- YOUR OBJECTIVE
Scan the records for the word "nodes". Report each line where it occurs.

[Saved entries]
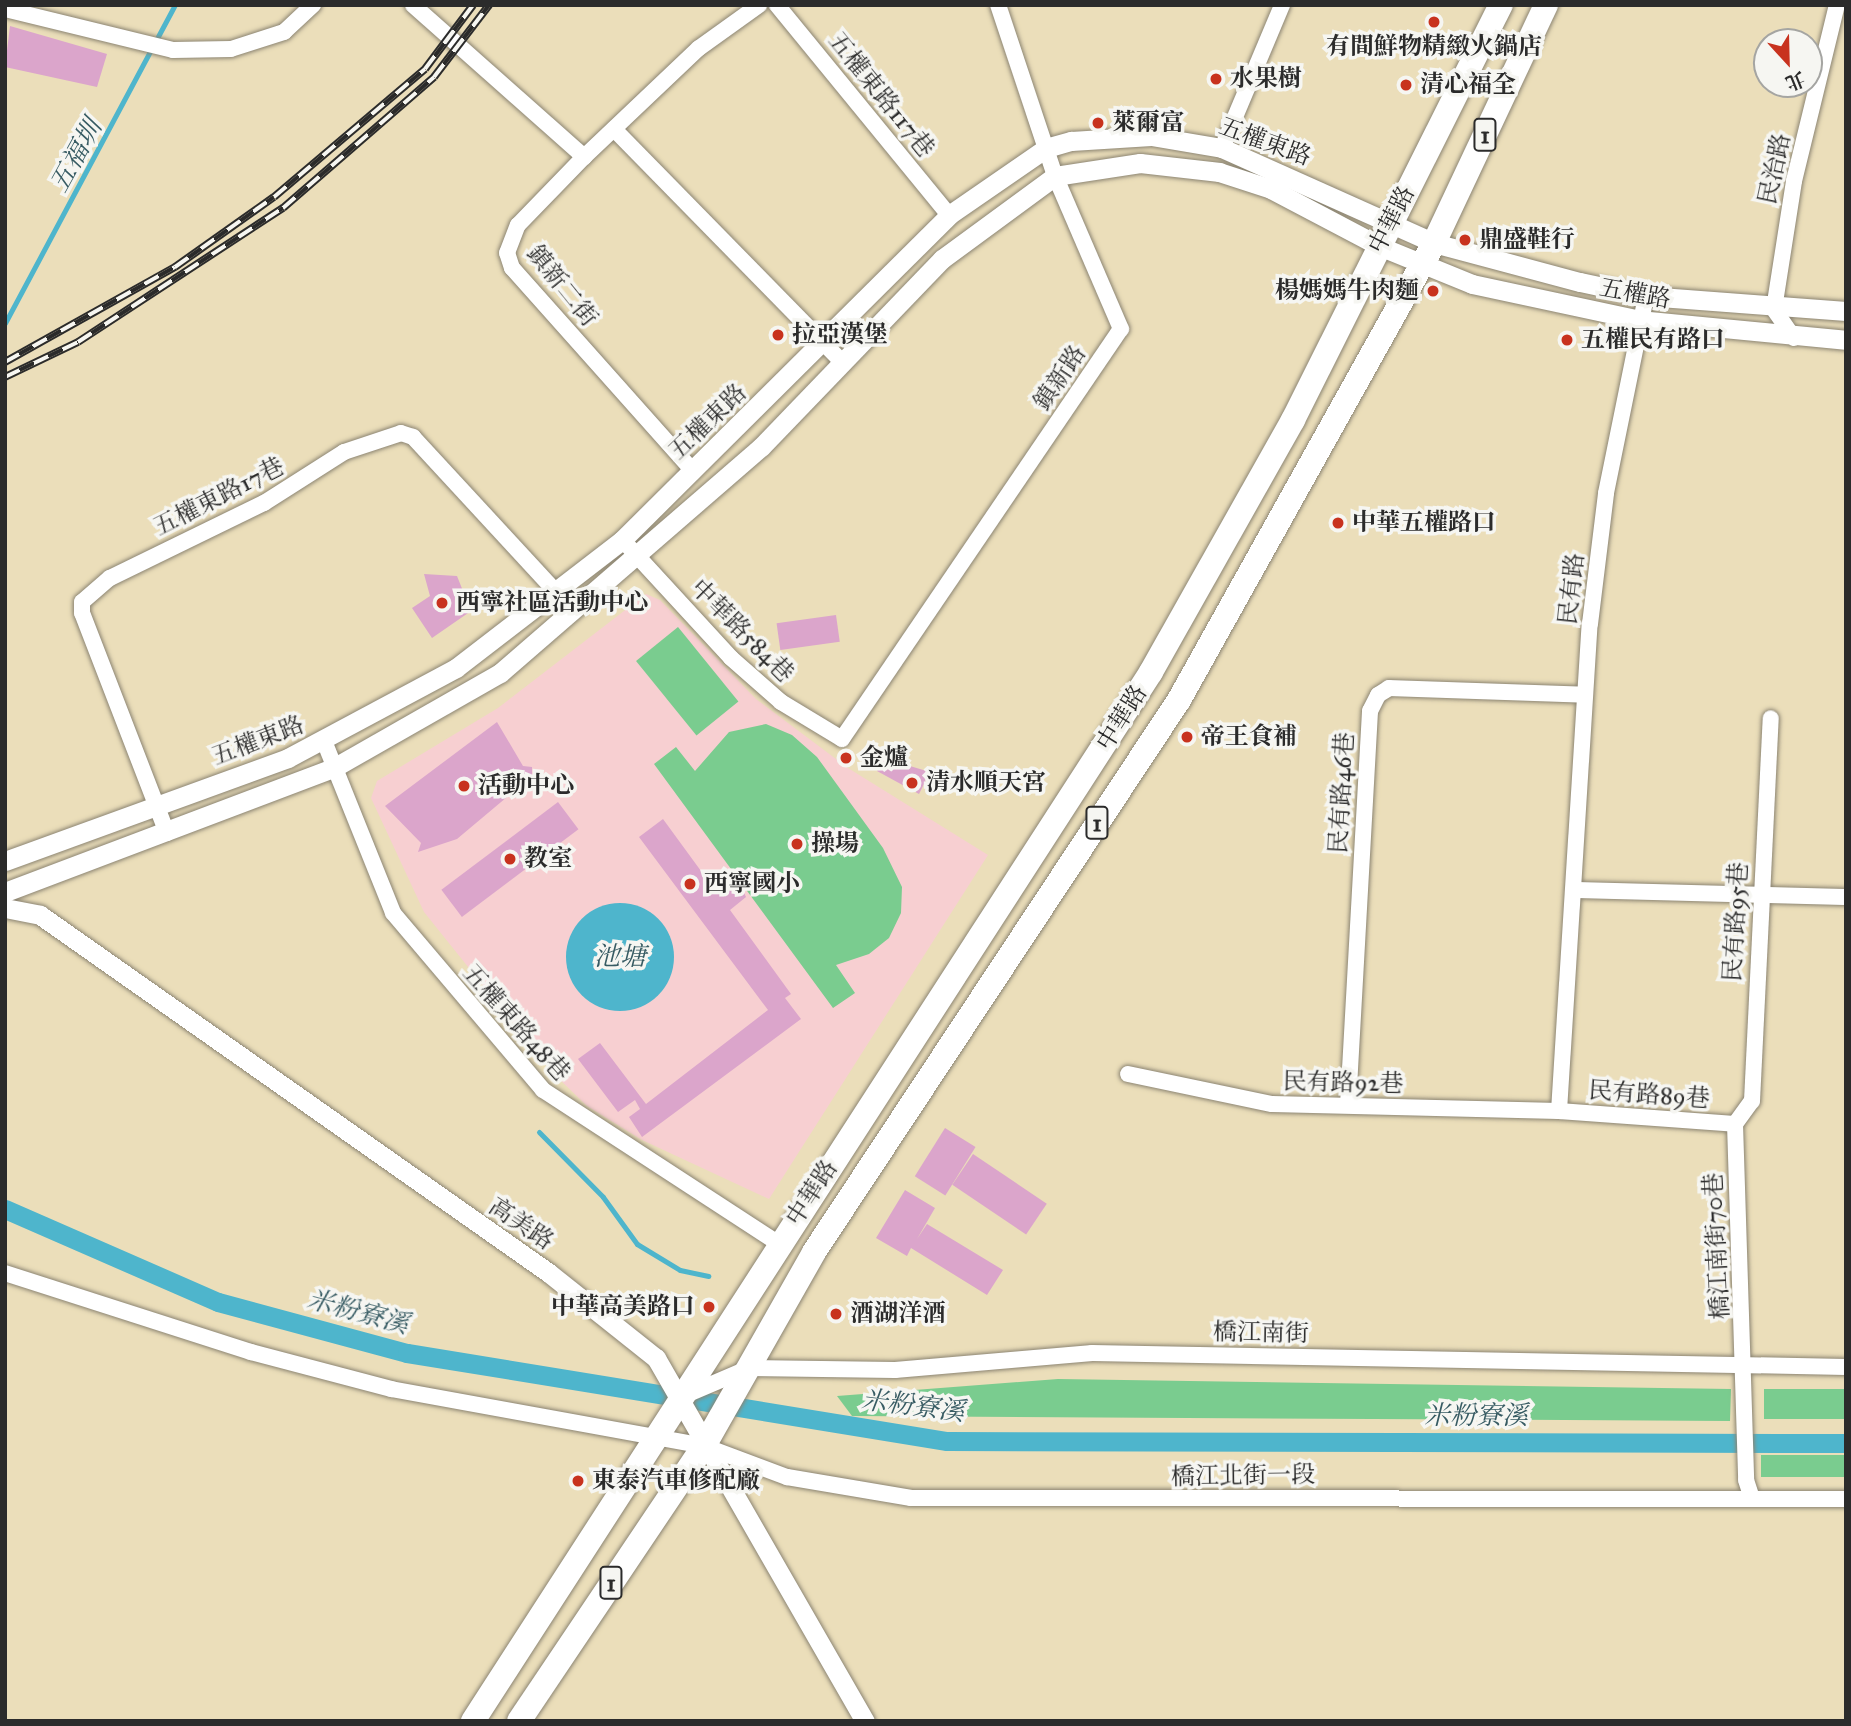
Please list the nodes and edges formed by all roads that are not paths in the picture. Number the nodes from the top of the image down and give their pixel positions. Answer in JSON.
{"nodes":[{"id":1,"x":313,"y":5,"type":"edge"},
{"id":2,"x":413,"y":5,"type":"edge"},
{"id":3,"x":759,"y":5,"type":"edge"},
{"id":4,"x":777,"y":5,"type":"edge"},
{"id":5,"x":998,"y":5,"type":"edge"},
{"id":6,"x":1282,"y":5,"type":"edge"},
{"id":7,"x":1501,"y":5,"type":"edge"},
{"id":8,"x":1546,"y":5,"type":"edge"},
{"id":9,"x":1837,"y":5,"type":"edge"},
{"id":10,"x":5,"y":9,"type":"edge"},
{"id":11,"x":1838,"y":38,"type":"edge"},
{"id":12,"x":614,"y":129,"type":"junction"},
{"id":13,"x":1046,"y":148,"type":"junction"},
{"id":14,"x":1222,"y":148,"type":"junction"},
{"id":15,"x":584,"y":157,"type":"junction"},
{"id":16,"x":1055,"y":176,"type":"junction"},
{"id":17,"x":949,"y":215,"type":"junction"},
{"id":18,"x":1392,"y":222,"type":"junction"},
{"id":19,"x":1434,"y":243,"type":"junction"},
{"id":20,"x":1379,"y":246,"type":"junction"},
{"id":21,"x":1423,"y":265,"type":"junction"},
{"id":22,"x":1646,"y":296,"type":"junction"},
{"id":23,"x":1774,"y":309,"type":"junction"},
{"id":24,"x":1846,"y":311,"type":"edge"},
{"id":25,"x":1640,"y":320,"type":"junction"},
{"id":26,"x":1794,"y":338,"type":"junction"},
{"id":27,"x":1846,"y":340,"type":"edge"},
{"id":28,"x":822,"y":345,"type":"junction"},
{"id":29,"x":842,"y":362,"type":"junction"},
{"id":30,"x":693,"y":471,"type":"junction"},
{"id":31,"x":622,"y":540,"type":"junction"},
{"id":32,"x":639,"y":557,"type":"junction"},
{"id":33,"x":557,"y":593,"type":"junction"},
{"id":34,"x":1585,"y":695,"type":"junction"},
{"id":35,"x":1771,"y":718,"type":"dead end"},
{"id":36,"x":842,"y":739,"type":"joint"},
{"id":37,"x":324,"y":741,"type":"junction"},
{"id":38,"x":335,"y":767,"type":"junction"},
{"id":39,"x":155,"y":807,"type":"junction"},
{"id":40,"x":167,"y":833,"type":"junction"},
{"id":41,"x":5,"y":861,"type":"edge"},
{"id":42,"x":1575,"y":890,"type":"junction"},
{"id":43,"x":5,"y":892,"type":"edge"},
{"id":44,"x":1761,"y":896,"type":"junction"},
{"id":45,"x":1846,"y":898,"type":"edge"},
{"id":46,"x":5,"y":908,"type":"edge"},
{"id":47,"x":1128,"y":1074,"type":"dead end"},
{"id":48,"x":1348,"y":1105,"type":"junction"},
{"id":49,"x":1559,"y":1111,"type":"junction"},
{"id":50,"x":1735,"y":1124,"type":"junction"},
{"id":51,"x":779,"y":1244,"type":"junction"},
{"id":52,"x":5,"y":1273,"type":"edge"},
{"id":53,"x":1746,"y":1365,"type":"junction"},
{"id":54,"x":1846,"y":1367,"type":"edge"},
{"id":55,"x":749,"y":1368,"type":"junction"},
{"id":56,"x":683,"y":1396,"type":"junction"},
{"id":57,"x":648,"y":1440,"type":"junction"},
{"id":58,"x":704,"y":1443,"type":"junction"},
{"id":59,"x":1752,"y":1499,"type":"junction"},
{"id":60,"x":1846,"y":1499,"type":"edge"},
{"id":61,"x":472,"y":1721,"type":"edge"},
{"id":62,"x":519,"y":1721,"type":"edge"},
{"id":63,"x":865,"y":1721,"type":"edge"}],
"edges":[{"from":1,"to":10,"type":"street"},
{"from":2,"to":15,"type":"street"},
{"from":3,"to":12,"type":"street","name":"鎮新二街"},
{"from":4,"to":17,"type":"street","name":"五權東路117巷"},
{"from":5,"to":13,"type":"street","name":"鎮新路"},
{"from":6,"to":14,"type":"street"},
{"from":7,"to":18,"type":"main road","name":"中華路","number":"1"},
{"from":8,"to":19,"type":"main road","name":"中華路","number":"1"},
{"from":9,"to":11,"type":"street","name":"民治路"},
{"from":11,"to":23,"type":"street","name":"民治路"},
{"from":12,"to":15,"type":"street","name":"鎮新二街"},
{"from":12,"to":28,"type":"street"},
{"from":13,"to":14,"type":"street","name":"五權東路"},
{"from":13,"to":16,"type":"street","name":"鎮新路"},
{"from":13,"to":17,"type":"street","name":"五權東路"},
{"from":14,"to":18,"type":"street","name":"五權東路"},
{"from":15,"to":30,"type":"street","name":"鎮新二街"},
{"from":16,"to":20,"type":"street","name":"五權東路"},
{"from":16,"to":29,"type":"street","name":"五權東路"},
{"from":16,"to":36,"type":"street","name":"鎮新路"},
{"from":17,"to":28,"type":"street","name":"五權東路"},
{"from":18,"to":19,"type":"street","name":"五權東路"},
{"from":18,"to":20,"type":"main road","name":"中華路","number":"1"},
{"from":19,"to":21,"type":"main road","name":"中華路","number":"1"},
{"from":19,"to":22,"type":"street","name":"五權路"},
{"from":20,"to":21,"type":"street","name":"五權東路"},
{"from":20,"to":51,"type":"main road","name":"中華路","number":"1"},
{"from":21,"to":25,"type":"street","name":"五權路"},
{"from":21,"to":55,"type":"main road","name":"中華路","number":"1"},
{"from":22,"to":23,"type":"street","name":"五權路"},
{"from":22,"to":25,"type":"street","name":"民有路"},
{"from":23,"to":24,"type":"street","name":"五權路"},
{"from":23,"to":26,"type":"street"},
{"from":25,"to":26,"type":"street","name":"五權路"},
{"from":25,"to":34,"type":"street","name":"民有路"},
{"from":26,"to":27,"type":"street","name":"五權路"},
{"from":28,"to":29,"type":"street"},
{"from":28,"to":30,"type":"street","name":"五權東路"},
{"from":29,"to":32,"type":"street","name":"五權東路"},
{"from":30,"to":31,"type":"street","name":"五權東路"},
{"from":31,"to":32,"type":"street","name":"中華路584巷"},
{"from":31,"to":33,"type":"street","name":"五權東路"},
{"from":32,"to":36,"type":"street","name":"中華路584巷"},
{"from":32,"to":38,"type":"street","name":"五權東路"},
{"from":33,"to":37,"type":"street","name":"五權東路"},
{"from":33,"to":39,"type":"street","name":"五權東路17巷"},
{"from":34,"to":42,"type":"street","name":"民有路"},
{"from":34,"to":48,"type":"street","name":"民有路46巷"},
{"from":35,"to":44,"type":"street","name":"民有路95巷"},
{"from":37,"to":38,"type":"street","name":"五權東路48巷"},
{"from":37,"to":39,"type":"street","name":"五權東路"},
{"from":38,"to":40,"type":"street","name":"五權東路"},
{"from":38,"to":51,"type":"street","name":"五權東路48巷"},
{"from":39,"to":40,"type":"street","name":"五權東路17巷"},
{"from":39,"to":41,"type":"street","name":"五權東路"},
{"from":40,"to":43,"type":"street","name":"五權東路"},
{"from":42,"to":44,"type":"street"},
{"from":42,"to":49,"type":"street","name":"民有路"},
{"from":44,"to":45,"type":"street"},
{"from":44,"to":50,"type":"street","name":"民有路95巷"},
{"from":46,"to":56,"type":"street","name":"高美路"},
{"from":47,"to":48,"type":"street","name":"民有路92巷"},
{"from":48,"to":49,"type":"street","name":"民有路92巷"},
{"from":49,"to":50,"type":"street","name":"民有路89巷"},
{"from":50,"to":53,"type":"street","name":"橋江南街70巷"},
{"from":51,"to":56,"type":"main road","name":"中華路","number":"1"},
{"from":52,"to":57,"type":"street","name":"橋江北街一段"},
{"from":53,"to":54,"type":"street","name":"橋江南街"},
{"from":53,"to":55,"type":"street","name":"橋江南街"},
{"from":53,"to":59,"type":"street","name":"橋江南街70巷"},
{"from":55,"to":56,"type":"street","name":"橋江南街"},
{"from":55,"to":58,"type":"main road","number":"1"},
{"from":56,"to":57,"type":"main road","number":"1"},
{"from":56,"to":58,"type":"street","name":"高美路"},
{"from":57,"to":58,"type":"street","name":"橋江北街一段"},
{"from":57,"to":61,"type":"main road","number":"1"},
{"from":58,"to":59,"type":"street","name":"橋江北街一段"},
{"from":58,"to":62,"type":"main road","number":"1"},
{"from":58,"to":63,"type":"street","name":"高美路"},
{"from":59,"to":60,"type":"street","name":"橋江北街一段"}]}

- SOLVED PROBLEM
Please list the nodes and edges formed by all roads that are not paths in the picture. Number the nodes from the top of the image down and give their pixel positions. Answer in JSON.
{"nodes":[{"id":1,"x":313,"y":5,"type":"edge"},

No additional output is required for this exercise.